Upon hearing about the grief and struggle Grace and the broader Gainesville community is experiencing in these days, our friend the Rev. Martha Sterne sent me a kind message. She shared her prayers for our entire community, noting how quickly we had stepped into this time of struggle since her visit to preach on February 21. I shared with her that this Holy Week—indeed this entire Lent—was one I would never forget. It was a Lent full of more intensity than I had ever known in more than a decade of being so fully involved in church ministry and life. She wrote back a short message that has hooked me, “It’s something when it gets real real real real and it matters.” Yes, indeed, my friend.
It’s something when it gets real real real real and it matters…
I don’t know about you, but it has become painfully obvious to me this year that our liturgy matters. We priesty folks spend years studying about liturgy, learning where every service comes from, which bishop or theologian tweaked which piece of the Baptismal liturgy in which century. We learn where to sit and how to move and what to say and what NOT to do under any circumstances—for deeply theological reasons of course. And, then we enter into spaces when it becomes painfully obvious that liturgy matters.

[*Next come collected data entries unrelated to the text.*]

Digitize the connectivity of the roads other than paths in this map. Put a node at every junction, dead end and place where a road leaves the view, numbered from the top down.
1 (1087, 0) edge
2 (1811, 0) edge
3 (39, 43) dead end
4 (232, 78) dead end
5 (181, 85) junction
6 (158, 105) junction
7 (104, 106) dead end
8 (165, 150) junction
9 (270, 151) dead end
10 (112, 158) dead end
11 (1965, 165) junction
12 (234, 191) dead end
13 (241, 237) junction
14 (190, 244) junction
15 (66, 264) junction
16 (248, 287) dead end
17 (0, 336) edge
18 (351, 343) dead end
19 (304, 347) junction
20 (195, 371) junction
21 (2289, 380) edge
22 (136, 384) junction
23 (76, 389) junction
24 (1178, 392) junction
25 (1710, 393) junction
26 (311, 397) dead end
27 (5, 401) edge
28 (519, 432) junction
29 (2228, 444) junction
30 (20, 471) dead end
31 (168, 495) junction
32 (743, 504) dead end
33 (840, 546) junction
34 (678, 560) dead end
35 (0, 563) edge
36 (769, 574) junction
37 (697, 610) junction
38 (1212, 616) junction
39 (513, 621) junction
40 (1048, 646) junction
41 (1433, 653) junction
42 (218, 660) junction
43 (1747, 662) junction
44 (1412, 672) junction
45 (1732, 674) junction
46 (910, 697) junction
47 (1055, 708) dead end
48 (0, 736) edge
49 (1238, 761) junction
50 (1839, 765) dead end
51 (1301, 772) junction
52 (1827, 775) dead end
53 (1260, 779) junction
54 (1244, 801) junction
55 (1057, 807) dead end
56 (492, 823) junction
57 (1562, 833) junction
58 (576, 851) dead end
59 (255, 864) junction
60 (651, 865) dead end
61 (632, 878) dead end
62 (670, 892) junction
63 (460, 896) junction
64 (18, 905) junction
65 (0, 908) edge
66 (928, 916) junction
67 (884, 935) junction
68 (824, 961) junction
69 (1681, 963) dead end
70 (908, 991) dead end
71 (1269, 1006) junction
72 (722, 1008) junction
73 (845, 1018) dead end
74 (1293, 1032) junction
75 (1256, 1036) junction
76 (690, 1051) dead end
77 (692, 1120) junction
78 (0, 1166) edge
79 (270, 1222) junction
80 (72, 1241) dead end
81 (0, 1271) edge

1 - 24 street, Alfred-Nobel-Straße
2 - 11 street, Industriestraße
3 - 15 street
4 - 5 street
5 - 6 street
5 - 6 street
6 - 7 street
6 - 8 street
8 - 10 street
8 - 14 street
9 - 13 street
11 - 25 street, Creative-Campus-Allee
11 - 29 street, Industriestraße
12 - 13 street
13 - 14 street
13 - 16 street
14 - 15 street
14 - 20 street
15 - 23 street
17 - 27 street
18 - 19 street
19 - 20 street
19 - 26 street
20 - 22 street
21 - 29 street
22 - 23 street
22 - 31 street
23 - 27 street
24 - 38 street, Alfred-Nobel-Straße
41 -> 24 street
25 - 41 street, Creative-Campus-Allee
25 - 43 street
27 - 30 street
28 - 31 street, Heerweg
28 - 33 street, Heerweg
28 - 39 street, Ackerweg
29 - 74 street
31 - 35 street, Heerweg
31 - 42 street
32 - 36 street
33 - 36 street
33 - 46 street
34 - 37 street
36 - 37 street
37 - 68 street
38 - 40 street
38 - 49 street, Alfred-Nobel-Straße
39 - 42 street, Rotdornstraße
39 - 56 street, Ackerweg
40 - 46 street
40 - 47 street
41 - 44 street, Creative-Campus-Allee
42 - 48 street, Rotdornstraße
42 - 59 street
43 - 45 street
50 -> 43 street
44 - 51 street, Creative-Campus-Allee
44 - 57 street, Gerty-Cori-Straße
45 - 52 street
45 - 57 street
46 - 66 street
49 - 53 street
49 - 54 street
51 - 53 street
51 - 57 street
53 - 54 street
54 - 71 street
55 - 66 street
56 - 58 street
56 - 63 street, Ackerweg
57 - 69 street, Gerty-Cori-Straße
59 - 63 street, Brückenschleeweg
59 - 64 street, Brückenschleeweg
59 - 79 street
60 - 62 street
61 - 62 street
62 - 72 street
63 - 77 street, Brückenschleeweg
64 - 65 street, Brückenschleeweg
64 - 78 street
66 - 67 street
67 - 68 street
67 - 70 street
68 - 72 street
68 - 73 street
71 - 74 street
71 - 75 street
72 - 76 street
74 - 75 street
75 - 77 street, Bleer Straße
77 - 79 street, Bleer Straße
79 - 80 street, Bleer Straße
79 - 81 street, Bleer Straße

“The way we pray shapes the way we believe,” a liturgist once said. Think about that for a minute. The way we come together as a community, the rites we share, the intention we put into the creation of spaces and the sharing of prayers, and the fullness of embodied life we seek to integrate into our worship—this matters. It matters because it reminds us that living a life of devotion is really the only way to live, at the end of the day.

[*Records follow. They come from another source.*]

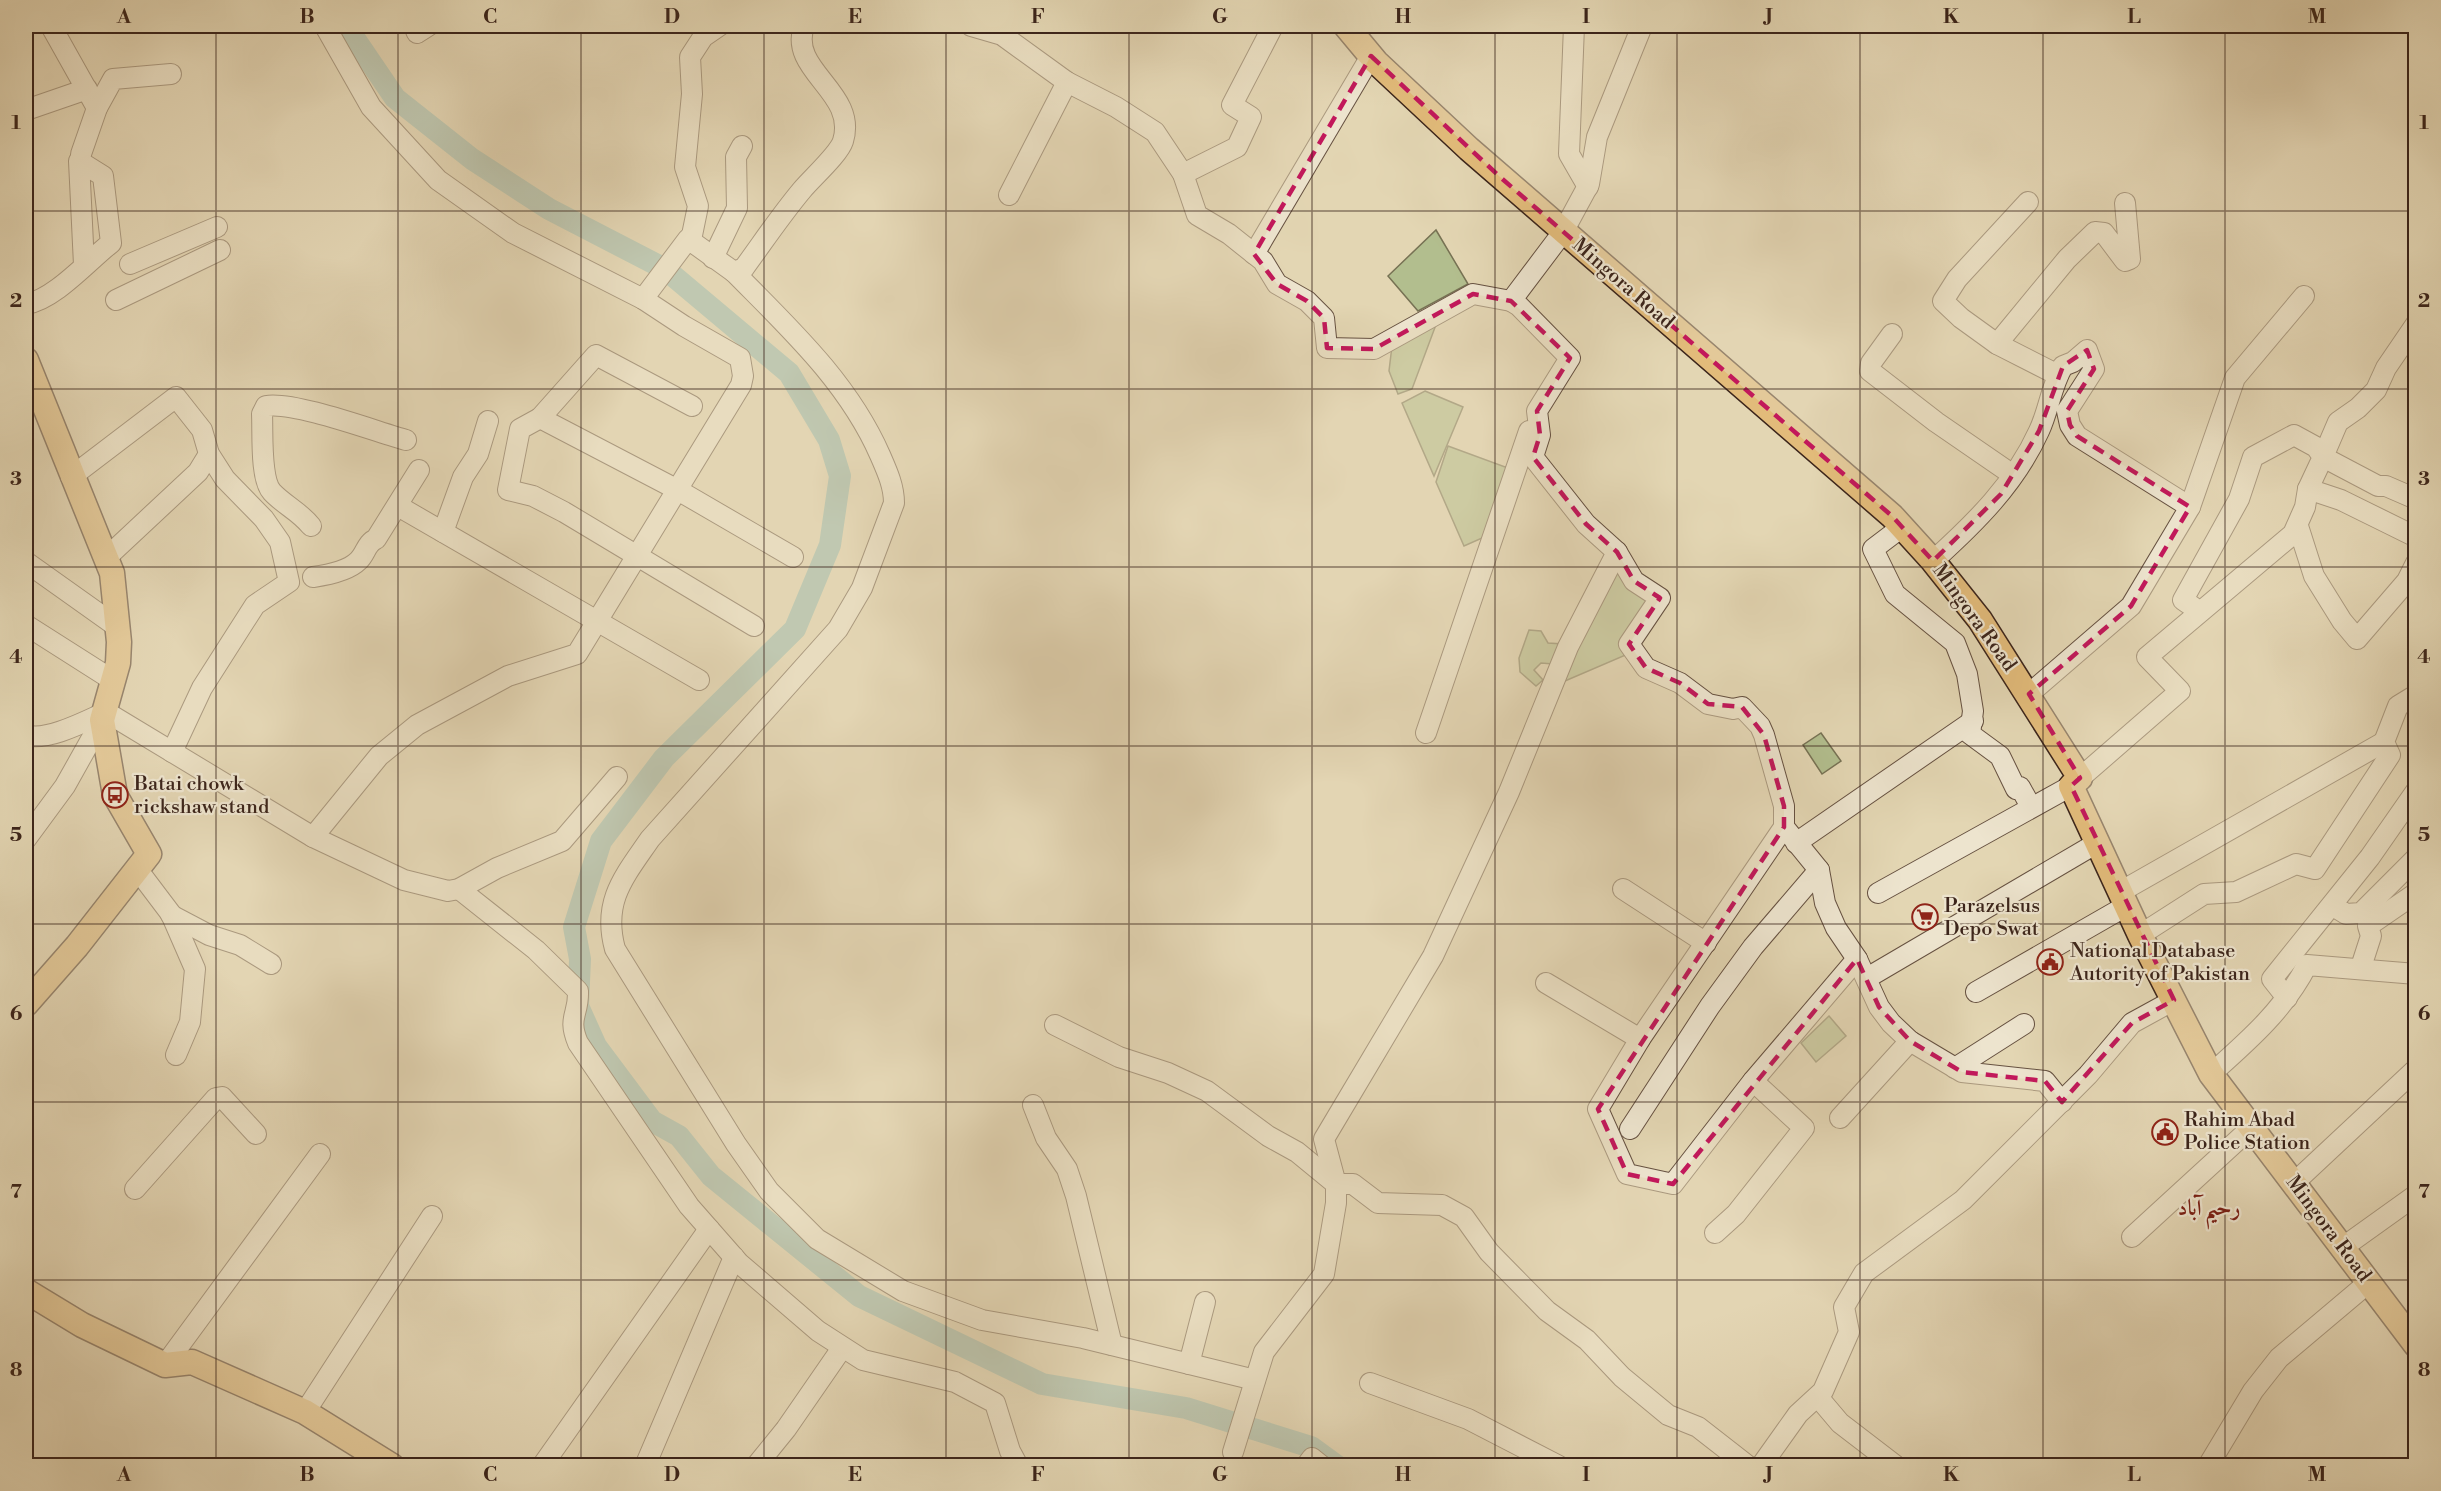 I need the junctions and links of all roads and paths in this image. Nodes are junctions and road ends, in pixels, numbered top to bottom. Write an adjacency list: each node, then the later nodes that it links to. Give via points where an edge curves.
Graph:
1 (51, 26): 15 (street)
2 (325, 26): 34 (street, via 371,107 438,180 513,233)
3 (414, 26): 4 (street, via 417,33)
4 (428, 26)
5 (719, 26): 27 (street, via 703,37 690,57 692,94 686,167 698,206)
6 (804, 26): 33 (street, via 800,37 807,62 840,104 846,124 843,143 801,191 744,268)
7 (971, 26): 14 (street, via 1002,35)
8 (1273, 26): 20 (street, via 1232,105 1251,117 1237,147)
9 (1346, 26): 12 (main road, Mingora Road)
10 (1574, 26): 21 (street, via 1569,154)
11 (1642, 26): 21 (street, via 1597,137)
12 (1371, 56): 26 (main road, Mingora Road, via 1468,149); 29 (street)
13 (171, 74): 16 (street, via 113,78)
14 (1067, 82): 20 (street, via 1155,132); 22 (street)
15 (87, 89): 16 (street); 17 (street)
16 (97, 108): 19 (street)
17 (26, 110)
18 (742, 146): 30 (street, via 736,157 737,208)
19 (81, 154)
20 (1183, 174): 29 (street, via 1197,215)
21 (1588, 187): 26 (street)
22 (1009, 195)
23 (2028, 202): 41 (street, via 1957,279 1942,301)
24 (2125, 203): 41 (street, via 2130,259 2125,261 2104,233 2095,232 2067,259)
25 (218, 227): 31 (street)
26 (1563, 231): 37 (street); 61 (main road, Mingora Road)
27 (687, 243): 30 (street); 34 (street)
28 (220, 250): 36 (street)
29 (1254, 254): 37 (street, via 1277,284 1307,301 1324,318 1327,348 1374,349 1473,294)
30 (713, 258): 33 (street)
31 (130, 264)
32 (84, 265): 38 (street, via 36,303)
33 (734, 272): 147 (street, via 821,363 866,422 894,490 894,503 862,588 838,629 650,839 627,873 610,910 615,949 736,1144 769,1191 817,1239 864,1270 938,1305 982,1320)
34 (647, 296): 54 (street, via 684,326 740,357 743,376)
35 (2304, 296): 58 (street, via 2235,378)
36 (116, 300)
37 (1511, 302): 45 (street, via 1570,358)
38 (26, 304)
39 (2415, 324): 50 (street, via 2376,390 2338,422)
40 (1892, 334): 52 (street, via 1871,363 1870,371)
41 (1997, 344): 43 (street)
42 (26, 360): 53 (main road)
43 (2058, 375): 52 (street, via 2039,431); 58 (street, via 2063,366 2087,350 2094,369 2067,411 2077,436)
44 (692, 406): 46 (street, via 596,355)
45 (1538, 411): 64 (street, via 1540,435 1533,457 1586,524); 83 (street)
46 (540, 417): 54 (street); 65 (street, via 520,429 508,490 543,501)
47 (488, 421): 62 (street, via 478,454 463,477)
48 (406, 440): 59 (street, via 298,408 266,406 262,414 265,476 271,491 299,511)
49 (209, 454): 53 (street, via 202,430 176,397); 67 (street, via 198,472); 86 (street, via 225,479 264,519 280,542 289,582 255,605 202,688)
50 (2323, 457): 55 (street); 56 (street, via 2378,486); 72 (street, via 2316,447 2294,435 2253,457 2239,499 2183,600)
51 (419, 470): 57 (street)
52 (2013, 475): 68 (street, via 2001,494)
53 (71, 477): 67 (main road)
54 (676, 489): 65 (street); 66 (street)
55 (2308, 489): 60 (street); 63 (street, via 2341,500)
56 (2415, 499)
57 (398, 506): 62 (street); 71 (street, via 358,561)
58 (2190, 507): 79 (street, via 2131,606)
59 (311, 526)
60 (2298, 526): 70 (street, via 2314,576 2357,639 2407,581); 72 (street)
61 (1902, 527): 68 (main road, Mingora Road); 82 (street, via 1874,549 1895,594 1955,643 1967,674)
62 (443, 532): 73 (street)
63 (2415, 537)
64 (1617, 552): 91 (street, via 1634,581 1660,598 1629,644 1646,668 1680,683 1708,704 1742,707 1760,726 1784,806); 135 (street, via 1568,647 1509,792 1433,956 1324,1139)
65 (635, 557): 73 (street); 76 (street)
66 (793, 557)
67 (106, 558): 75 (main road)
68 (1933, 561): 79 (main road, Mingora Road, via 1980,620)
69 (26, 562): 75 (street)
70 (2415, 563)
71 (313, 578)
72 (2199, 611): 88 (street, via 2147,657 2180,691)
73 (597, 621): 77 (street); 92 (street, via 571,658 508,676 417,725 379,756)
74 (26, 626): 78 (street)
75 (116, 626): 78 (main road, via 119,642)
76 (754, 626)
77 (699, 680)
78 (114, 681): 81 (main road)
79 (2029, 694): 88 (main road, Mingora Road)
80 (2415, 695): 85 (street, via 2398,706)
81 (104, 716): 84 (street, via 33,738); 86 (street); 93 (street, via 65,786); 97 (main road, via 115,795 149,854)
82 (1973, 720): 90 (street, via 1970,734 2000,756 2016,789 2020,787); 94 (street)
83 (1426, 733)
84 (26, 735)
85 (2384, 742): 103 (street); 106 (street, via 2390,755 2315,868 2296,864 2236,892 2205,894)
86 (172, 752): 92 (street)
87 (616, 777): 99 (street, via 561,841)
88 (2075, 782): 90 (street); 95 (main road, Mingora Road)
89 (2415, 791): 104 (street)
90 (2031, 807): 101 (street)
91 (1784, 827): 94 (street); 107 (street)
92 (313, 837): 99 (street, via 404,880 437,889)
93 (26, 839)
94 (1796, 843): 98 (street)
95 (2097, 843): 103 (main road, Mingora Road); 112 (street)
96 (2415, 858): 104 (street, via 2361,913 2346,915)
97 (137, 869): 105 (street); 117 (main road)
98 (1820, 870): 108 (street, via 1825,903); 131 (street, via 1753,948 1710,1006)
99 (459, 889): 139 (street, via 536,950 578,991 578,1006 572,1018 578,1042 689,1206)
100 (1623, 889): 107 (street)
101 (1878, 893)
102 (2415, 893): 110 (street, via 2368,926 2372,936)
103 (2123, 899): 106 (main road, Mingora Road); 114 (street)
104 (2333, 906): 115 (street, via 2272,979)
105 (171, 915): 109 (street, via 208,935 240,945); 122 (street, via 195,969 190,1022)
106 (2140, 935): 116 (main road, Mingora Road)
107 (1706, 943): 120 (street)
108 (1857, 959): 112 (street); 126 (street)
109 (271, 964)
110 (2361, 968): 111 (street); 115 (street, via 2307,965)
111 (2415, 974)
112 (1867, 978): 121 (street, via 1879,1007)
113 (1546, 983): 120 (street)
114 (1976, 992)
115 (2287, 998): 125 (street, via 2257,1034)
116 (2174, 1000): 125 (main road, Mingora Road); 127 (street, via 2132,1023)
117 (26, 1004)
118 (2024, 1024): 123 (street)
119 (1055, 1025): 135 (street, via 1119,1057 1207,1091 1268,1136 1297,1152)
120 (1640, 1039): 126 (street, via 1598,1109 1627,1174 1673,1184)
121 (1911, 1041): 123 (street); 129 (street)
122 (176, 1055)
123 (1955, 1068): 127 (street, via 2044,1081)
124 (2415, 1069): 134 (street)
125 (2211, 1074): 130 (main road, Mingora Road)
126 (1753, 1081): 140 (street, via 1804,1128 1736,1214)
127 (2062, 1102): 154 (street, via 1963,1200 1864,1273 1844,1307 1849,1332)
128 (1033, 1105): 147 (street, via 1046,1138 1067,1169 1076,1196)
129 (1840, 1118)
130 (2252, 1127): 134 (main road, Mingora Road); 141 (street)
131 (1630, 1129)
132 (256, 1134): 136 (street, via 222,1097 216,1098)
133 (320, 1154): 151 (street)
134 (2294, 1183): 142 (main road, Mingora Road)
135 (1336, 1184): 153 (street, via 1324,1274 1264,1352); 165 (street, via 1353,1184 1378,1203 1442,1205 1464,1217 1489,1252 1546,1311 1587,1340 1622,1377 1668,1415 1698,1427)
136 (135, 1189)
137 (2415, 1195): 142 (street)
138 (432, 1216): 155 (street)
139 (709, 1229): 143 (street); 158 (street)
140 (1715, 1233)
141 (2132, 1237)
142 (2342, 1248): 144 (main road, Mingora Road)
143 (734, 1257): 149 (street); 159 (street)
144 (2368, 1283): 148 (main road, Mingora Road); 168 (street, via 2279,1358 2253,1391)
145 (26, 1291): 151 (main road, via 82,1325)
146 (1205, 1302): 150 (street)
147 (1112, 1345): 150 (street)
148 (2415, 1345)
149 (842, 1348): 160 (street); 161 (street, via 863,1360 955,1382 995,1402)
150 (1189, 1364): 153 (street)
151 (165, 1365): 155 (main road, via 192,1362)
152 (1370, 1383): 164 (street, via 1468,1419)
153 (1254, 1385): 156 (street)
154 (1818, 1397): 166 (street, via 1797,1414); 167 (street, via 1840,1423)
155 (305, 1412): 157 (main road)
156 (1232, 1457)
157 (392, 1466)
158 (542, 1466)
159 (645, 1466)
160 (756, 1466)
161 (1018, 1466)
162 (1306, 1466): 163 (street, via 1312,1458)
163 (1322, 1466)
164 (1559, 1466)
165 (1748, 1466)
166 (1761, 1466)
167 (1896, 1466)
168 (2208, 1466)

This Holy Week will be especially profound for us as a parish community and as a broader city community. We continue to grieve a suicide even as we find ourselves with so many questions and frustrations around the reality of abuse experienced by the vulnerable in our community. How do we make sense of this? We make sense of it by finding a way to embody it—express it—in the liturgical prayer of a spiritual community. When we wonder what it looks like to come together as a spiritual community, we take advantage of Maundy Thursday and the space for washing one another’s feet. When we wonder how we express our anger over rejection and abuse and pain and sorrow, we share in the Solemn Collects on Good Friday. When we wonder how we’re going to get through these times of sadness, anger, and disturbance, we walk side by side down Green Street and mark the Stations of the Cross. When we wonder how hope could possibly be found within a space of such darkness, we gather and kindle a fire at the Great Vigil of Easter…and we turn our eyes toward hope.
If you haven’t noticed by now, our life as a church community is about much more than quaint, comfortable, socially-conditioned routines. We aren’t a club to join and hold a membership in. We are the Body of Christ, called together by the Holy Spirit and empowered with embodying God’s compassion and mercy in a world so often crying out in pain. As our own Archbishop Tutu describes, we are, like the Blessed Mother, “God-bearers” in the world today. Or, as our friend Martha described, “It’s something when it gets real real real real and it matters.
Come share in the rites this year. Come take your place in the community. Come light a candle. Come wash feet. Come receive Communion. Come join in the prayers. Come hold a hand. Come give a hug. Come find hope.
Come and continue to be the Community of Grace.